In the data below, locate the line containing "middle dip: (460, 174)" and the line containing "index pip: (216, 170)", then retype both and everything between them exactly. Pictures are not part of the copy.

*** Opening of Records shown ***

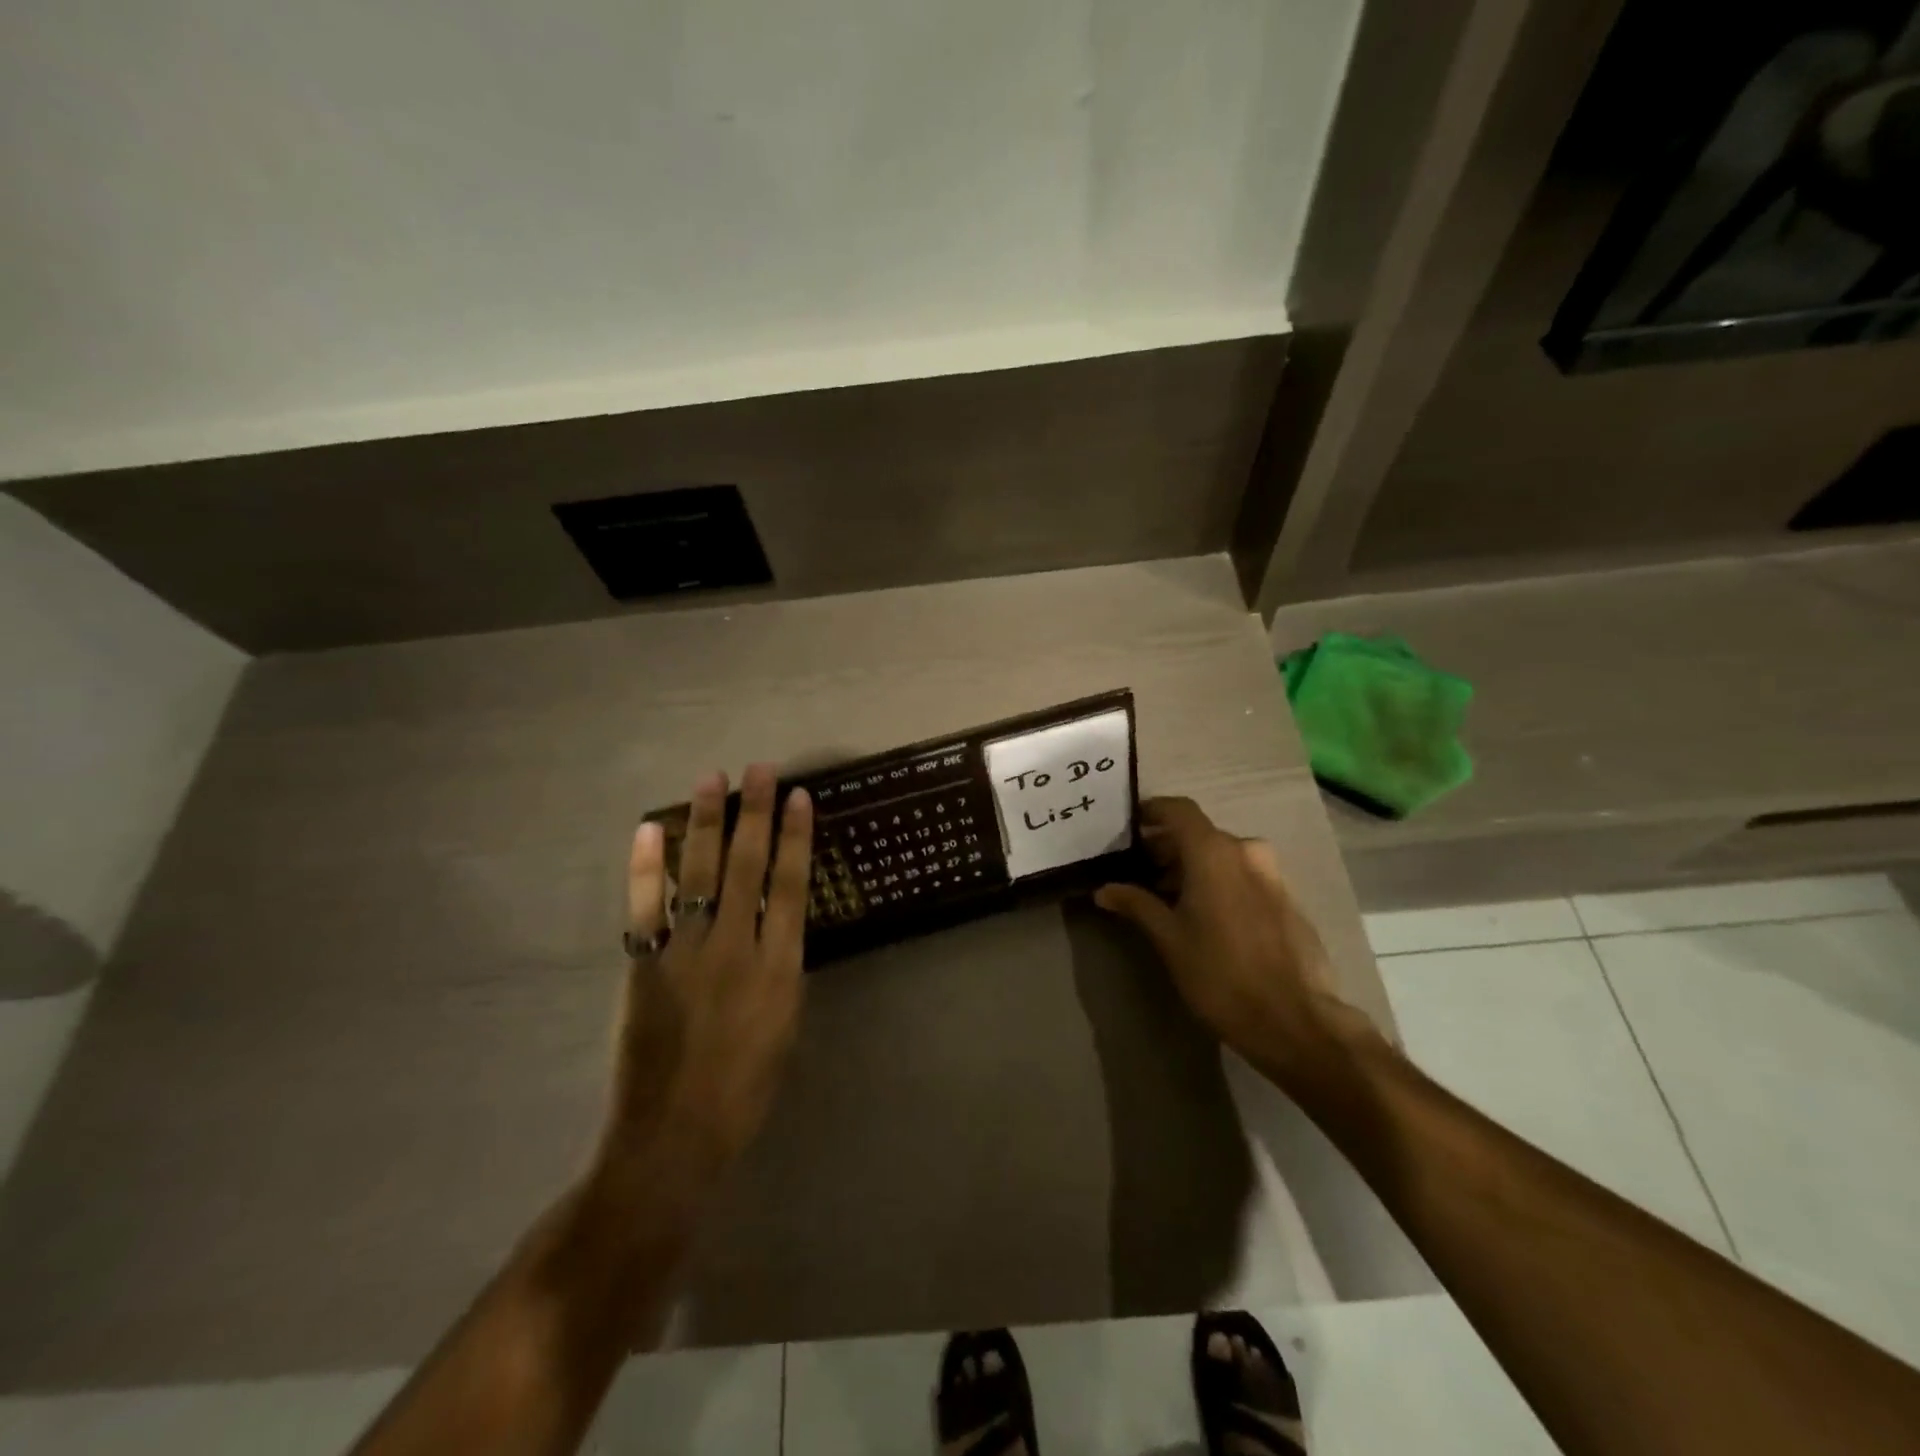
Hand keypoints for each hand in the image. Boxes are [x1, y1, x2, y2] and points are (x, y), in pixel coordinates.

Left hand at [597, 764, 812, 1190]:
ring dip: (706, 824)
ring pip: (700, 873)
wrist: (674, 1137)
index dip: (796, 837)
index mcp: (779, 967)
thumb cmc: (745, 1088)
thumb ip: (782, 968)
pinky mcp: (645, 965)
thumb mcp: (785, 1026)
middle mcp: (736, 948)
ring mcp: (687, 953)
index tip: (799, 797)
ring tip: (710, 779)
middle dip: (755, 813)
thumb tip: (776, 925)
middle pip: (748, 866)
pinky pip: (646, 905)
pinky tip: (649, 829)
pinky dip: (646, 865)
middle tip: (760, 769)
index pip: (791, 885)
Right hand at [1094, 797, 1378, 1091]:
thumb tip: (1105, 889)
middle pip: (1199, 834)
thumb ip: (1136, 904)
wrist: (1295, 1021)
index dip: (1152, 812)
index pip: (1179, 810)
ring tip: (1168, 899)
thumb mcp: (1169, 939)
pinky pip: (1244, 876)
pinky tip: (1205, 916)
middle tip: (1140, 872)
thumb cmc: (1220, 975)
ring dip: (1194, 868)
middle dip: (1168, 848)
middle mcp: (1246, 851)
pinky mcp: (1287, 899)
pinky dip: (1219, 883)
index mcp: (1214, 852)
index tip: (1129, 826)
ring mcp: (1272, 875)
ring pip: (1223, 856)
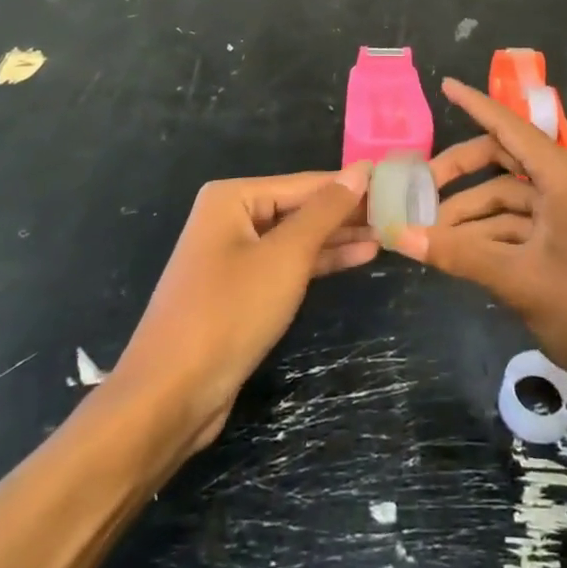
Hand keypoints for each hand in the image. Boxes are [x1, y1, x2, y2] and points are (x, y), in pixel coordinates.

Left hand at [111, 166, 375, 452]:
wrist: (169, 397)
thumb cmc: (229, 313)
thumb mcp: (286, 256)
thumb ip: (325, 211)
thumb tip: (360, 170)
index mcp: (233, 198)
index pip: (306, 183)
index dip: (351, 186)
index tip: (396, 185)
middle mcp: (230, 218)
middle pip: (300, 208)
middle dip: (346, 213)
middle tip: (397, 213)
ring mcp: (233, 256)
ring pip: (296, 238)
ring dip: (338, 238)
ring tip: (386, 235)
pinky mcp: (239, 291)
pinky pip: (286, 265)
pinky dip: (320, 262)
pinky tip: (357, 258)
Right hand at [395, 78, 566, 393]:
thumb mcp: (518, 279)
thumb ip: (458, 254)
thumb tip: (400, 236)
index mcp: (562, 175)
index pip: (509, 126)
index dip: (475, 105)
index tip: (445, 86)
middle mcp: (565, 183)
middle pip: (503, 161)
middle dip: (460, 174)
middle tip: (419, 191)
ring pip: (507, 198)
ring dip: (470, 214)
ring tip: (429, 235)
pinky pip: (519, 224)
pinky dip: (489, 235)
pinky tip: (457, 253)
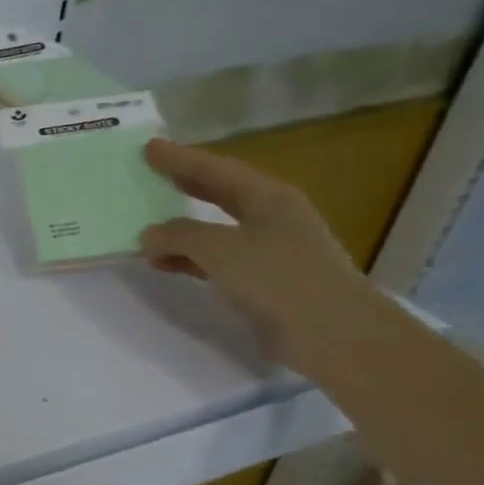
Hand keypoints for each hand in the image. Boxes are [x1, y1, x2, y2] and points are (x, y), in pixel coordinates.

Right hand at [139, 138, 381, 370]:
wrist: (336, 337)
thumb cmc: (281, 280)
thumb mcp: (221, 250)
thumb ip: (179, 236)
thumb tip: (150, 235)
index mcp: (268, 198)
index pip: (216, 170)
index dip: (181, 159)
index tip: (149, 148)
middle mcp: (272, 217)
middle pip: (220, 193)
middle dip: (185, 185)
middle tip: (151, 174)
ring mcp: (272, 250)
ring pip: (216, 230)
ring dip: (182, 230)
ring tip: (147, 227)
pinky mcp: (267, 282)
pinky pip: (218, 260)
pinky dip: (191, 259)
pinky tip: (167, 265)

*** Close of Records shown ***
*** Opening of Records shown ***

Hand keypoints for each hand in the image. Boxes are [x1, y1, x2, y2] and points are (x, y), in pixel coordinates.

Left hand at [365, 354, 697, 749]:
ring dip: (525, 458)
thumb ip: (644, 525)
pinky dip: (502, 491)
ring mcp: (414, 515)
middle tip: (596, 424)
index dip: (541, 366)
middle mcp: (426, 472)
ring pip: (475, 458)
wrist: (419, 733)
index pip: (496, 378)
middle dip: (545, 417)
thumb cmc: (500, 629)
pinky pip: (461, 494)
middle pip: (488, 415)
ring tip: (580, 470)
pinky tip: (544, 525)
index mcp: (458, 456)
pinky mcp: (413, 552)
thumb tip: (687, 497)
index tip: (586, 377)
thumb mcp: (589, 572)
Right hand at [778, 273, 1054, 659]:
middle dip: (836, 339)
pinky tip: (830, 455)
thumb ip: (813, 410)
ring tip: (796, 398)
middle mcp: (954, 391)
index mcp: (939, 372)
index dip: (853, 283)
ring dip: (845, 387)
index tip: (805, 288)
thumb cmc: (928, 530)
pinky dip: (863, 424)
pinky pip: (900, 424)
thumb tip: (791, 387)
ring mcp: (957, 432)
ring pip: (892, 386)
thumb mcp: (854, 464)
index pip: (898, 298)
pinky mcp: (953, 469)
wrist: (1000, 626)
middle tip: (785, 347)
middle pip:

*** Close of Records shown ***

- Answer below:
middle dip: (460, 174)
middle tip: (419, 191)
ring pip: (507, 198)
ring dip: (470, 214)
ring tip: (429, 235)
pinky pip: (519, 224)
pinky dip: (489, 235)
pinky tip: (457, 253)
Hand keypoints for each hand in the image. Boxes are [x1, y1, x2, y2] and points are (x, y), in pixel coordinates.

Right hand at [139, 138, 381, 370]:
wrist: (336, 337)
thumb cmc: (281, 280)
thumb mcp: (221, 250)
thumb ip: (179, 236)
thumb tip: (150, 235)
index mcp: (268, 198)
index pip: (216, 170)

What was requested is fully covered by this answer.